Please return every line below that contains the string "Piura".
##############################
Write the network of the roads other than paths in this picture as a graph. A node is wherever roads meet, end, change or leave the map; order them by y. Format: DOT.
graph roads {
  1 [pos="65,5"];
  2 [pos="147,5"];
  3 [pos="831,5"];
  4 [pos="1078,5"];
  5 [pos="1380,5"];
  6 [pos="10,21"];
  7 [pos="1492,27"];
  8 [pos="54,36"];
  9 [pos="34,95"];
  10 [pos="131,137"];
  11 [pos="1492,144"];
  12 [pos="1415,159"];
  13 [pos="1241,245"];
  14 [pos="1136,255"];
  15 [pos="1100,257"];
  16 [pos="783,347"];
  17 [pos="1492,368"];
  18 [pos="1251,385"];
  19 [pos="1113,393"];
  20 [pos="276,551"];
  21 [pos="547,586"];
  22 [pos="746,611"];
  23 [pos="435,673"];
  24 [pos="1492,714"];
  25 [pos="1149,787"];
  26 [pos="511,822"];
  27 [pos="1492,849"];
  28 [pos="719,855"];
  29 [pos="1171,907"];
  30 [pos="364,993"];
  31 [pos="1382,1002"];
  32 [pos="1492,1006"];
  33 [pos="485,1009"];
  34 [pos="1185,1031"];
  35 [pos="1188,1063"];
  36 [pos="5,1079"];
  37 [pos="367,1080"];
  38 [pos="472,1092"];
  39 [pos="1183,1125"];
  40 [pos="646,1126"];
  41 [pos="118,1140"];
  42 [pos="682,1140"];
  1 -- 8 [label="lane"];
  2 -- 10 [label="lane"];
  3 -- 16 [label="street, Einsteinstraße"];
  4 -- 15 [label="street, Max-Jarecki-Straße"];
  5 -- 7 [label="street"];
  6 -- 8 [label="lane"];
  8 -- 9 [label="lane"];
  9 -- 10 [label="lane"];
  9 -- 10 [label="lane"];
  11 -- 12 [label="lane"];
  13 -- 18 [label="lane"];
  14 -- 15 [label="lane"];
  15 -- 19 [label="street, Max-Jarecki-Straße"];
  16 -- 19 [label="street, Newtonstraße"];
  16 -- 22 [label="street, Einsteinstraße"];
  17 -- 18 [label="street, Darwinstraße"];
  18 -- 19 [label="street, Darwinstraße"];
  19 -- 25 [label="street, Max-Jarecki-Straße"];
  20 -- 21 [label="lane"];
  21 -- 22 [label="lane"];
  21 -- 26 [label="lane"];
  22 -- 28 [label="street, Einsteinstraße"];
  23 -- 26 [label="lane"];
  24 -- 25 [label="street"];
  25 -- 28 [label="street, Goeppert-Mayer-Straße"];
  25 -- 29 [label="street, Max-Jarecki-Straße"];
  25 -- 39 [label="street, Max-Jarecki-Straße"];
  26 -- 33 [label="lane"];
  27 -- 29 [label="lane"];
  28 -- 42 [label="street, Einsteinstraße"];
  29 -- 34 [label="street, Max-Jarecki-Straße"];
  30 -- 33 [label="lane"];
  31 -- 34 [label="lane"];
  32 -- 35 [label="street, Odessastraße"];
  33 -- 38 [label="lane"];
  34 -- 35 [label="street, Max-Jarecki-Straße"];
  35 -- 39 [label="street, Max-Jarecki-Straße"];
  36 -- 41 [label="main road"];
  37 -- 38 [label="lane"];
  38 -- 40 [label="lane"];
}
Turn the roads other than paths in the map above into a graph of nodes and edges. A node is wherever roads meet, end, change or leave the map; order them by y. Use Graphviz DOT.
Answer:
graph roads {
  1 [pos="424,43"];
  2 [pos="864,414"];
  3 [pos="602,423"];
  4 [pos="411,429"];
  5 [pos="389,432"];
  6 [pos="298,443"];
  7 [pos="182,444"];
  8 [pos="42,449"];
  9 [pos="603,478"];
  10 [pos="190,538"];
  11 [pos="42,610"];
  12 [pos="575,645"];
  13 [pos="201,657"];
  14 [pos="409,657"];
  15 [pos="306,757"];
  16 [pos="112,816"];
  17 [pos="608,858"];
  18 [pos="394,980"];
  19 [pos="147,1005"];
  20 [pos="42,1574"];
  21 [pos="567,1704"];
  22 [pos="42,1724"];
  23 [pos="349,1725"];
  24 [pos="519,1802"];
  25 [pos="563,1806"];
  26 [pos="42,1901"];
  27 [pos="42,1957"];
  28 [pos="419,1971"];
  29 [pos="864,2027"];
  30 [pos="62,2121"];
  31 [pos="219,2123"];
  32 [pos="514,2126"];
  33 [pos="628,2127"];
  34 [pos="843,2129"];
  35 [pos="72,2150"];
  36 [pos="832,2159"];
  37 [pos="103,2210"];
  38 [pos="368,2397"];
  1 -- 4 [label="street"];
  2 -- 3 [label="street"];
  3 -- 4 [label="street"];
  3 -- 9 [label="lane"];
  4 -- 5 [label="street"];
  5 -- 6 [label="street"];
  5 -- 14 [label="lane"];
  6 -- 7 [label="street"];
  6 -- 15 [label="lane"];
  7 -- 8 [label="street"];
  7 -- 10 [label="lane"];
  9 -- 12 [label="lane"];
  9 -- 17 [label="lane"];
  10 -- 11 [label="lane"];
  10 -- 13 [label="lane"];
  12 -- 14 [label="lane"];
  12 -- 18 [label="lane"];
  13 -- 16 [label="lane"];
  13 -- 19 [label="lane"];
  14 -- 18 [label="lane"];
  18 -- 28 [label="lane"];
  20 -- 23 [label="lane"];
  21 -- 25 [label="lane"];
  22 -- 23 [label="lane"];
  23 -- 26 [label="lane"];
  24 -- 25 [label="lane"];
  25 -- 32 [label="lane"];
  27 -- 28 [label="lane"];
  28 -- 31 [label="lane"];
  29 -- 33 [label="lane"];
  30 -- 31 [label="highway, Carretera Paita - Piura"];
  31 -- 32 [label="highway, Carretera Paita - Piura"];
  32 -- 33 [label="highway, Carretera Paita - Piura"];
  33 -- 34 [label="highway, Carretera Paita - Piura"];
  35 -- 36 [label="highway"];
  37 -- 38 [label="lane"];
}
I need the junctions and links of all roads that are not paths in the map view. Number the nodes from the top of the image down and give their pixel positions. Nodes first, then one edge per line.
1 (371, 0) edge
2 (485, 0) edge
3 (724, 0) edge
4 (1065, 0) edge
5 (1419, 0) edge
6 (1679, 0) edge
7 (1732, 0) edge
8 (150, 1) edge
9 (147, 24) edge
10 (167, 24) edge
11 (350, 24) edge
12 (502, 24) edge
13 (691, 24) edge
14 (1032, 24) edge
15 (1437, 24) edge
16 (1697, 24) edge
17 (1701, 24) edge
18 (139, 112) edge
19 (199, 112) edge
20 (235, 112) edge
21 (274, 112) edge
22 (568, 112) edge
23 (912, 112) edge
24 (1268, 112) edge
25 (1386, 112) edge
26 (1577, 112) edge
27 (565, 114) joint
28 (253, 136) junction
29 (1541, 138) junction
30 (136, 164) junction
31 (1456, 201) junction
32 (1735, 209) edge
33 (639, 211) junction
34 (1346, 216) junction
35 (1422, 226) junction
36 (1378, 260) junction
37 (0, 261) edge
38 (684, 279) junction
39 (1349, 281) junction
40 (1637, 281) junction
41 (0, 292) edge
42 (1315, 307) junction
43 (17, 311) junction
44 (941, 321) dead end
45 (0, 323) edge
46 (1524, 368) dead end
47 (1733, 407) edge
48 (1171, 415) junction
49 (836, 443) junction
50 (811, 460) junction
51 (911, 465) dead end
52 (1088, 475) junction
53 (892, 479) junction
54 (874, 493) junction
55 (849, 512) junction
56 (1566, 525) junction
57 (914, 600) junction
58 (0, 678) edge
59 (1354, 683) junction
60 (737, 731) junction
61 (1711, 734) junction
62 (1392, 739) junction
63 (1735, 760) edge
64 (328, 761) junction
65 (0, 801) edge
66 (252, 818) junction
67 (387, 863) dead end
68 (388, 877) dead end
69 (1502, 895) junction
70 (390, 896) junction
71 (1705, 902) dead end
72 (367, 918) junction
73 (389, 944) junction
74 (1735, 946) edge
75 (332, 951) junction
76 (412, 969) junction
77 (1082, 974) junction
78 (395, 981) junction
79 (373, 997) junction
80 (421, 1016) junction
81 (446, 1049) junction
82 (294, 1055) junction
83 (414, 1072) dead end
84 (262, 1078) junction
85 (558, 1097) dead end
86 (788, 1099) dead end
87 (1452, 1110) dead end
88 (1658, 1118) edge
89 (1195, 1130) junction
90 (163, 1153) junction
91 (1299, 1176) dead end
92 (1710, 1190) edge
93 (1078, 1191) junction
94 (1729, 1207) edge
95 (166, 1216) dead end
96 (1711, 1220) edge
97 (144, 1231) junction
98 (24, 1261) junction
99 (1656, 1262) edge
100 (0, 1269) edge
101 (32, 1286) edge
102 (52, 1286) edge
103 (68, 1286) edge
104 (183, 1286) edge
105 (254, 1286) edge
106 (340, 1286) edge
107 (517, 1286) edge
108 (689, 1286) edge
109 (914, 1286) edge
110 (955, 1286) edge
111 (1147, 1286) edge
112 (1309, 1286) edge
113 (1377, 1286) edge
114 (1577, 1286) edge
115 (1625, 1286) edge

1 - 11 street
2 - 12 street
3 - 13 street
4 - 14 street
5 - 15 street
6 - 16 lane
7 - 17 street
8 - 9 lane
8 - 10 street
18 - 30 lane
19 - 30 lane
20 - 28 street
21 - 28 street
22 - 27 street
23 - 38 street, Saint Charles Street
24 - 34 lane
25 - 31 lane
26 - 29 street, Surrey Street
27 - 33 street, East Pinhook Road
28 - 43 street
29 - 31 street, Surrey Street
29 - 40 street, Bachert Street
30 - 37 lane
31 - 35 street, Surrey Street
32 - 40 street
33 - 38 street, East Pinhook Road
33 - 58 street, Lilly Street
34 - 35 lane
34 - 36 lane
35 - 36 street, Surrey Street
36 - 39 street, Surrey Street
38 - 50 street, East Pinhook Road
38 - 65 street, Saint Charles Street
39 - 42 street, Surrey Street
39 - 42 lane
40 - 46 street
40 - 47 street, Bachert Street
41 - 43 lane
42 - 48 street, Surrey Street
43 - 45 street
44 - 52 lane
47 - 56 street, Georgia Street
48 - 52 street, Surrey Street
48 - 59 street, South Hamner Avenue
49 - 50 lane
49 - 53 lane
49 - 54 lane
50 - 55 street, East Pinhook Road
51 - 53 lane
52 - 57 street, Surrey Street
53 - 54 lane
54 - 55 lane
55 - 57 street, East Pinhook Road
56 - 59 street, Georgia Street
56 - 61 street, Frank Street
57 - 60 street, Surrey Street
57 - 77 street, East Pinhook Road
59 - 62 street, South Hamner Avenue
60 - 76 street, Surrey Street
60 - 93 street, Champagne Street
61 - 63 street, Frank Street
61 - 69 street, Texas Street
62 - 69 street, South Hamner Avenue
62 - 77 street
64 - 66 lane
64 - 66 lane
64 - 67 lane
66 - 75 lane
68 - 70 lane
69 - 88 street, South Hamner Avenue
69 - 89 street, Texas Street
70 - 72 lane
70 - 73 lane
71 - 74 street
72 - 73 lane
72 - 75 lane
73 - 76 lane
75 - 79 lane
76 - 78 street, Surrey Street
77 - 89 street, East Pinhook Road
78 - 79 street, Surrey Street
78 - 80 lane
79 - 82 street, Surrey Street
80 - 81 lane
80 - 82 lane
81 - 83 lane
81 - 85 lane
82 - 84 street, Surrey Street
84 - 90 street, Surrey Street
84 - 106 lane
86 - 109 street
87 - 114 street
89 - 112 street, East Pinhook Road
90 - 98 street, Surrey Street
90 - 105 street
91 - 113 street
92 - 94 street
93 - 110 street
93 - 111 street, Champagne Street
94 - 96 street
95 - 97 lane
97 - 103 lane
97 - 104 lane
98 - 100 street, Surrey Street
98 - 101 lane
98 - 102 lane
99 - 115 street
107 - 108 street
##############################
> _Result of the exercise_:
  30 -- 31 [label="highway, Carretera Paita - Piura"];
  31 -- 32 [label="highway, Carretera Paita - Piura"];
  32 -- 33 [label="highway, Carretera Paita - Piura"];
  33 -- 34 [label="highway, Carretera Paita - Piura"];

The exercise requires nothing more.